The elbow rule determines the near-optimal/optimal number of clusters based on the percentage of unexplained variance, defined as a function of the number of clusters. This is 100% for zero clusters and it decreases with each additional cluster, with a decay rate that is proportional to two shape parameters, (the rapid decay trend from the first few numbers of clusters and the slower decay trend from the subsequently increasing number of clusters). The graphical plot of the percentage variance against the number of clusters shows an elbow where the decay trend switches from fast to slow decay. This elbow determines the near-optimal/optimal number of clusters. The method is visual and it can be traced back to [34]. Granville [35] demonstrates how to bypass this visual inspection and automate the task of finding the near-optimal/optimal number of clusters while using the elbow rule, which fits with the goal of minimizing subjectivity where possible, in processing high-dimensional data for data analytics.

We used the Calinski–Harabasz criterion instead of variance or entropy for determining the near-optimal/optimal number of clusters for the hyperspace Pareto fronts.

3.4. The K-means++ Algorithm

The K-means, a simple unsupervised learning algorithm based on Lloyd’s algorithm [36], groups the dataset into the user-specified number of clusters once the number of clusters has been determined for a dataset. The cluster is characterized by its centroid, real or imaginary, and each group element is assigned to its nearest centroid. The algorithm is iterative and it repeats the following steps after it has randomly assigned the initial k centroid positions:

(a): assigns each point to its nearest centroid using the standard Euclidean distance; and,
(b): calculates the average of all points in a cluster and moves the centroid to that average location.

The iteration stops when there are no changes to the centroid positions, or when some other condition is met. The computation for finding an exact solution is NP-hard, and it involves minimizing the sum of the squared Euclidean distance of each point to its closest centroid, i.e., for a given number of centroids, k and a set of n data points from X, we wish to find the k centers C that minimize the function, as shown in Equation (5):

ϕ = \sum_{x \in X} \begin{matrix} m i n \\ c \in C \end{matrix} {| | x - c | |}^{2}

(5)

The algorithm makes local improvements to the above function for an arbitrary clustering until no further improvement is possible and, with the initial random allocation of the k centroids, there is no approximation that guarantees a global optimum. One way of minimizing the local convergence is the use of the heuristic K-means++ algorithm, which achieves faster convergence to a lower sum of within-cluster, sum-of-squares point-to-cluster-centroid distances than Lloyd’s algorithm, which results in a consistently better quality solution, often by a substantial margin [14]. Using several replicates with random starting points of the K-means++ algorithm, a global minimum may be found. Invoking a robust search involving parallel processing with as many random starts as possible may guarantee a global minimum.

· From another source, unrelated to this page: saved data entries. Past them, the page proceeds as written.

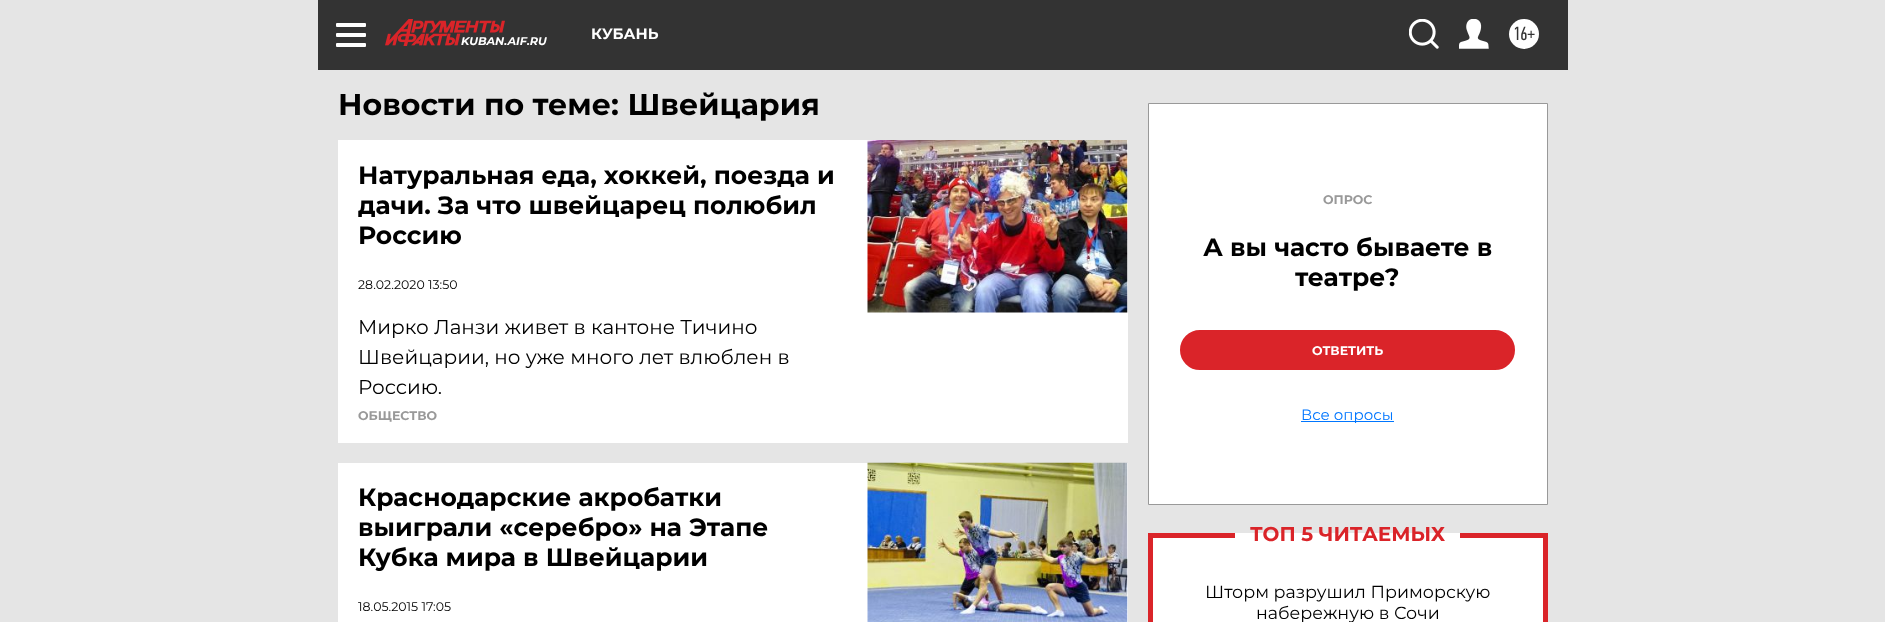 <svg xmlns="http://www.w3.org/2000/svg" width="1885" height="622">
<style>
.a{font:bold 15px Montserrat;fill:#fff}
.b{font:19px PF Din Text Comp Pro;fill:#333}
.c{font:italic bold 11.25px Montserrat;fill:#fff}
.d{font:bold 30px Montserrat;fill:#000}
.e{font:bold 25px Montserrat;fill:#000}
.f{font:12.5px Montserrat;fill:#000}
.g{font:20px Montserrat;fill:#000}
.h{font:bold 12.5px Montserrat;fill:#999}
.i{font:bold 12.5px Montserrat;fill:#fff}
.j{font:15px Montserrat;fill:#0076ff}
.k{font:bold 20px Montserrat;fill:#da2429}
.l{font:17.5px Montserrat;fill:#000}
</style>
<rect width="100%" height="100%" fill="#e5e5e5"/>
<path fill="#333" d="M318 0h1250v70H318z"/>
<rect fill="#fff" x="336" y="23" width="30" height="4" rx="1"/>
<rect fill="#fff" x="336" y="33" width="30" height="4" rx="1"/>
<rect fill="#fff" x="336" y="43" width="30" height="4" rx="1"/>
<image href="1.png" x="1409" y="19" width="30" height="30"/>
<image href="2.png" x="1459" y="19" width="30" height="30"/>
<circle fill="#fff" cx="1524" cy="34" r="15"/>
<image href="3.png" x="385" y="19" width="120" height="27"/>
<path fill="#fff" d="M338 140h790v303H338z"/>
<image href="4.png" x="867" y="140" width="261" height="173"/>
<path fill="#fff" d="M338 463h790v159H338z"/>
<image href="5.png" x="867" y="462" width="261" height="160"/>
<path fill="#fff" stroke="#999" d="M1148.5 103.5h399v401H1148.5z"/>
<rect fill="#da2429" stroke="#da2429" stroke-width="3" x="1181.5" y="331.5" width="332" height="37" rx="18.5"/>
<path fill="#0076ff" d="M1301 421h93v1H1301z"/>
<path fill="#fff" d="M1153 533h390v89H1153z"/>
<path fill="#da2429" d="M1148 533h5v89H1148z"/>
<path fill="#da2429" d="M1148 533h87v5H1148z"/>
<path fill="#da2429" d="M1543 533h5v89H1543z"/>
<path fill="#da2429" d="M1460 533h88v5H1460z"/>
<text class="a" x="591" y="39">КУБАНЬ</text>
<text class="b" x="1513" y="40">16+</text>
<text class="c" x="461" y="45">KUBAN.AIF.RU</text>
<text class="d" x="338" y="115">Новости по теме: Швейцария</text>
<text class="e" x="358" y="184">Натуральная еда, хоккей, поезда и</text>
<text class="e" x="358" y="214">дачи. За что швейцарец полюбил</text>
<text class="e" x="358" y="244">Россию</text>
<text class="f" x="358" y="289">28.02.2020 13:50</text>
<text class="g" x="358" y="334">Мирко Ланзи живет в кантоне Тичино</text>
<text class="g" x="358" y="364">Швейцарии, но уже много лет влюблен в</text>
<text class="g" x="358" y="394">Россию.</text>
<text class="h" x="358" y="420">ОБЩЕСТВО</text>
<text class="e" x="358" y="506">Краснодарские акробатки</text>
<text class="e" x="358" y="536">выиграли «серебро» на Этапе</text>
<text class="e" x="358" y="566">Кубка мира в Швейцарии</text>
<text class="f" x="358" y="611">18.05.2015 17:05</text>
<text class="h" x="1323" y="204">ОПРОС</text>
<text class="e" x="1203" y="256">А вы часто бываете в</text>
<text class="e" x="1295" y="286">театре?</text>
<text class="i" x="1312" y="355">ОТВЕТИТЬ</text>
<text class="j" x="1301" y="420">Все опросы</text>
<text class="k" x="1250" y="541">ТОП 5 ЧИТАЕМЫХ</text>
<text class="l" x="1205" y="598">Шторм разрушил Приморскую</text>
<text class="l" x="1256" y="619">набережную в Сочи</text>
</svg>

The random starts are achieved by selecting each subsequent center with a probability that is proportional to the distance from itself to the closest center that has already been chosen. In other words, instead of relying on random initial centers as in the K-means algorithm, which can be bad selections, the K-means++ attempts to correct this by evenly spreading the initial k centers. Running a set of such replicates increases the chances of the reproducibility of results, provided the value of k is also optimal for the dataset X. For the Pareto fronts, the algorithm was set for 100 replicates, which ran in parallel processing mode for a robust estimation that would increase the likelihood of finding a global minimum, rather than a local minimum in the search domain. The repeatability of results was accomplished, despite running the algorithm myriad times for all of the Pareto front datasets.

3.5. Hyper-Radial Distance

With a reliable number of clusters using the elbow rule and delineated Pareto fronts into optimal number of clusters using the K-means++, we therefore give each cluster an identity by use of summary statistics of the hyper-radial distances. These are the data point radial distances in a 2D graphical plot that is derived from collapsing a hyperspace Pareto front. Collapsing multi-dimensional data into hyper-radial distances and plotting them on a conventional 2D plot is called Hyper-Radial Visualization [37]. The process essentially involves the normalization of the objectives, which are divided into two groups, each of which constitutes the basis of the 2D plot axes. The x-y coordinates are then converted to radial distances that are also normalized, making it possible to plot the Pareto points on a 2D graphical plot.

Visualization is not needed for the purposes of this exercise, rather the hyper-radial calculations of the distances for each point, which makes it possible to calculate the identity of each cluster determined from the K-means++. The summary statistics, i.e., mean, maximum value, minimum value, variance, median, 25th and 75th percentiles, are used to define the clusters. A small mean or average hyper radial distance of a cluster connotes the group or cluster with the best solutions, making the reduction of the cardinality of solutions from the initially large Pareto set of solutions possible.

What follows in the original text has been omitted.